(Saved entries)

------------------------------------------------

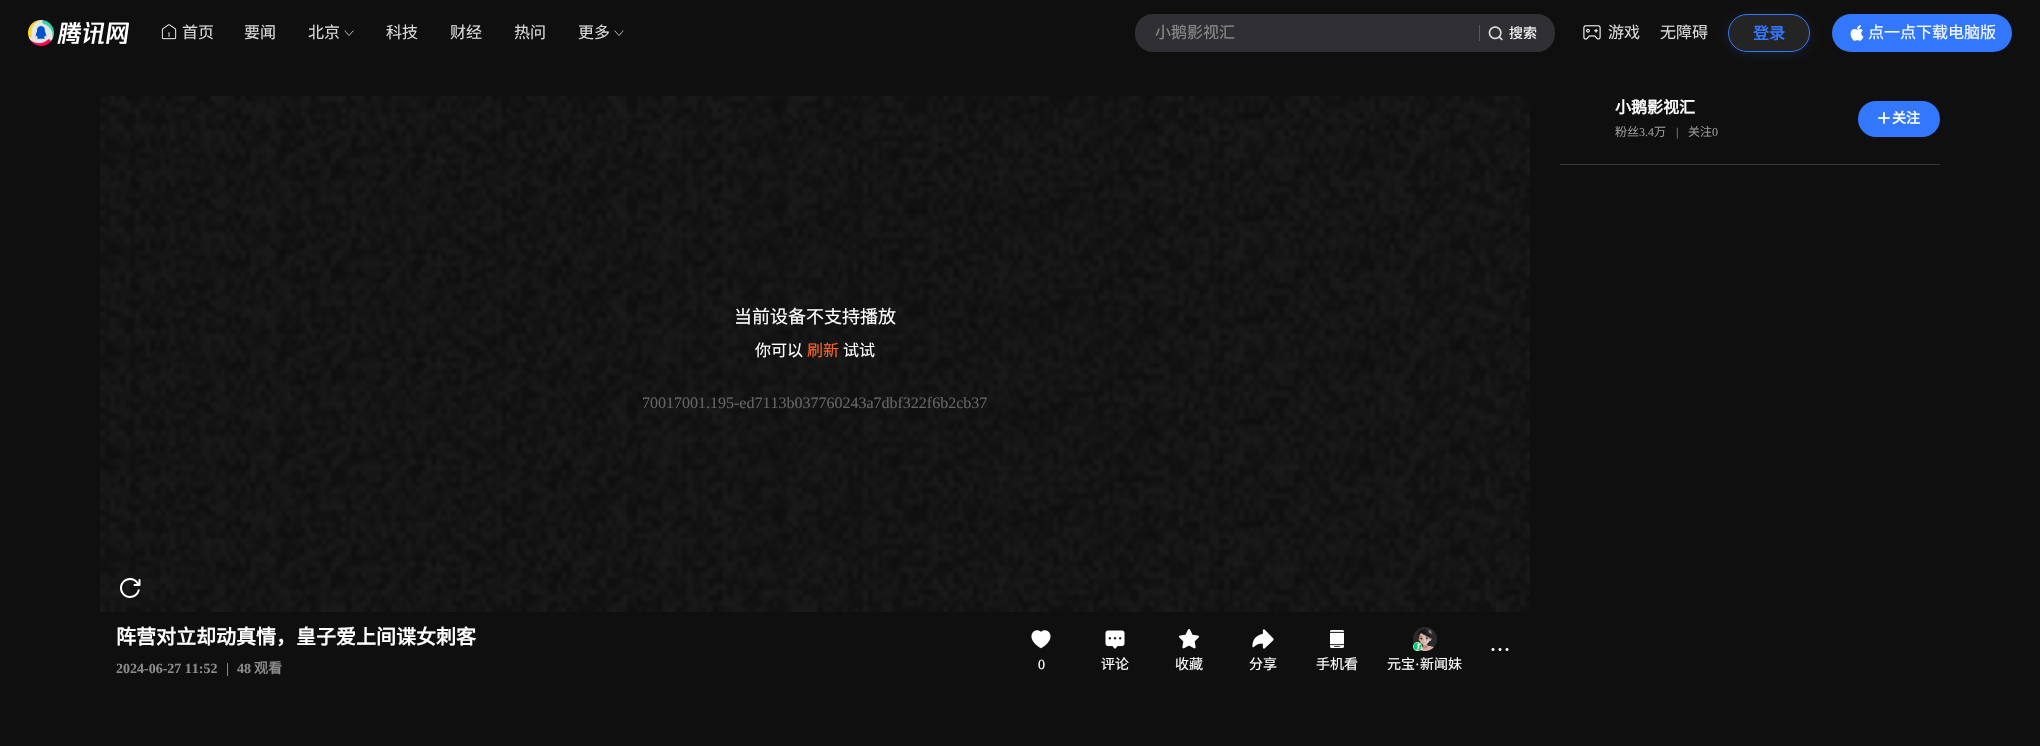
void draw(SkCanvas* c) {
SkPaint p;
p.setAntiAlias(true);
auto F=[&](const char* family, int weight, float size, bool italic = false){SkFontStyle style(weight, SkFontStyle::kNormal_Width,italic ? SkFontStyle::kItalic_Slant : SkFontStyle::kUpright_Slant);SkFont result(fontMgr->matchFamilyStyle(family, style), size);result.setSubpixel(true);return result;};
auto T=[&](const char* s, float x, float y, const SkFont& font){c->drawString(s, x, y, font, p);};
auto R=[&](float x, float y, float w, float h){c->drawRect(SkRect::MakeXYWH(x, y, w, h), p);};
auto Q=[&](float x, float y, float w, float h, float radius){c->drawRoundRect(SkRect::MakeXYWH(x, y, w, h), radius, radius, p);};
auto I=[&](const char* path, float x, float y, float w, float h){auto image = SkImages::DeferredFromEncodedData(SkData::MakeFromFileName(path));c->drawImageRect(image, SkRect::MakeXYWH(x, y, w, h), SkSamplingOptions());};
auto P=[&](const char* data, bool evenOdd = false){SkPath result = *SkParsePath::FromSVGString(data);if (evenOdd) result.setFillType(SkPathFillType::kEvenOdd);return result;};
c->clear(0xff0f0f0f);
I("1.png",28,20,101,26);
I("2.png",161,24,16,16);
auto f1 = F("Noto Sans CJK SC",400,16);
p.setColor(0xffd9d9d9);
T("首页",182,38,f1);
T("要闻",244,38,f1);
T("北京",308,38,f1);
p.setStroke(true);
p.setStrokeWidth(.7);
p.setStrokeCap(SkPaint::kRound_Cap);
p.setStrokeJoin(SkPaint::kRound_Join);
p.setColor(0xffffffff);
c->drawPath(P("M353 31l-4 4.5l-4-4.5"),p);
p.setStroke(false);
p.setColor(0xffd9d9d9);
T("科技",386,38,f1);
T("财经",450,38,f1);
T("热问",514,38,f1);
T("更多",578,38,f1);
p.setStroke(true);
p.setColor(0xffffffff);
c->drawPath(P("M623 31l-4 4.5l-4-4.5"),p);
p.setStroke(false);
p.setColor(0xff2f2f34);
Q(1135,14,420,38,18);
p.setColor(0xff8b8b8b);
T("小鹅影视汇",1155,38,f1);
p.setColor(0xff59595d);
R(1479,25,1,16);
I("3.png",1488,26,15,15);
auto f2 = F("Noto Sans CJK SC",400,14);
p.setColor(0xffffffff);
T("搜索",1509,38,f2);
I("4.png",1583,25,18,15);
p.setColor(0xffd9d9d9);
T("游戏",1608,38,f1);
T("无障碍",1660,38,f1);
c->save();
c->clipPath(P("M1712 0h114v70h-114zm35 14h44c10.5 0 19 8.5 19 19c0 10.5-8.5 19-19 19h-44c-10.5 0-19-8.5-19-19c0-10.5 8.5-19 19-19z",true),true);
p.setColor(0x293377ff);
p.setMaskFilter(SkMaskFilter::MakeBlur(kNormal_SkBlurStyle, 5));
c->drawRoundRect(SkRect::MakeXYWH(1728,16,82,38),19,19,p);
p.setMaskFilter(nullptr);
c->restore();
p.setColor(0x1ad9d9d9);
c->drawRoundRect(SkRect::MakeXYWH(1728.5,14.5,81,37),18.5,18.5,p);
p.setStroke(true);
p.setStrokeWidth(1);
p.setStrokeCap(SkPaint::kButt_Cap);
p.setStrokeJoin(SkPaint::kMiter_Join);
p.setColor(0xff3377ff);
c->drawRoundRect(SkRect::MakeXYWH(1728.5,14.5,81,37),18.5,18.5,p);
auto f3 = F("Noto Sans CJK SC",700,16);
p.setStroke(false);
T("登录",1753,39,f3);
Q(1832,14,180,38,19);
I("5.png",1850,25,14,16);
p.setColor(0xffffffff);
T("点一点下载电脑版",1868,38,f1);
T("小鹅影视汇",1615,113,f3);
auto f4 = F("Noto Sans CJK SC",400,12);
p.setColor(0xff999999);
T("粉丝",1615,136,f4);
auto f5 = F("Liberation Serif",400,12);
T("3.4",1639,136,f5);
T("万",1654,136,f4);
T("|",1676,136,f5);
T("关注",1688,136,f4);
T("0",1712,136,f5);
p.setColor(0xff3377ff);
Q(1858,101,82,36,18);
I("6.png",1878,112,12,12);
auto f6 = F("Noto Sans CJK SC",700,14);
p.setColor(0xffffffff);
T("关注",1892,123,f6);
p.setColor(0xff383838);
R(1560,164,380,1);
I("7.png",100,96,1430,516);
auto f7 = F("Noto Sans CJK SC",400,18);
p.setColor(0xffffffff);
T("当前设备不支持播放",734,323,f7);
T("你可以",755,356,f1);
p.setColor(0xfffc6526);
T("刷新",807,356,f1);
p.setColor(0xffffffff);
T("试试",843,356,f1);
auto f8 = F("Liberation Serif",400,16);
p.setColor(0xff666666);
T("70017001.195-ed7113b037760243a7dbf322f6b2cb37",642,408,f8);
auto f9 = F("Noto Sans CJK SC",700,20);
p.setColor(0xffffffff);
T("阵营对立却动真情，皇子爱上间谍女刺客",116,644,f9);
auto f10 = F("Liberation Serif",700,14);
p.setColor(0xff8b8b8b);
T("2024-06-27 11:52",116,673,f10);
T("|",226,673,f10);
T("48",237,673,f10);
T("观看",254,673,f6);
I("8.png",1491,648,18,3);
I("9.png",1031,630,20,19);
auto f11 = F("Liberation Serif",400,14);
p.setColor(0xffffffff);
T("0",1038,669,f11);
I("10.png",1105,630,20,19);
T("评论",1101,669,f2);
I("11.png",1179,629,20,20);
T("收藏",1175,669,f2);
I("12.png",1252,629,22,20);
T("分享",1249,669,f2);
I("13.png",1330,630,14,18);
T("手机看",1316,669,f2);
I("14.png",1413,627,24,24);
I("15.png",1413,642,9,9);
T("元宝",1387,669,f2);
T("·",1415,669,f11);
T("新闻妹",1420,669,f2);
}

------------------------------------------------

Looking at the data above, return every line from the one with "auto I=[&](const char*" down to the one with "auto P=[&](const char*", exactly and inclusively.

auto I=[&](const char* path, float x, float y, float w, float h){auto image = SkImages::DeferredFromEncodedData(SkData::MakeFromFileName(path));c->drawImageRect(image, SkRect::MakeXYWH(x, y, w, h), SkSamplingOptions());};
auto P=[&](const char* data, bool evenOdd = false){SkPath result = *SkParsePath::FromSVGString(data);if (evenOdd) result.setFillType(SkPathFillType::kEvenOdd);return result;};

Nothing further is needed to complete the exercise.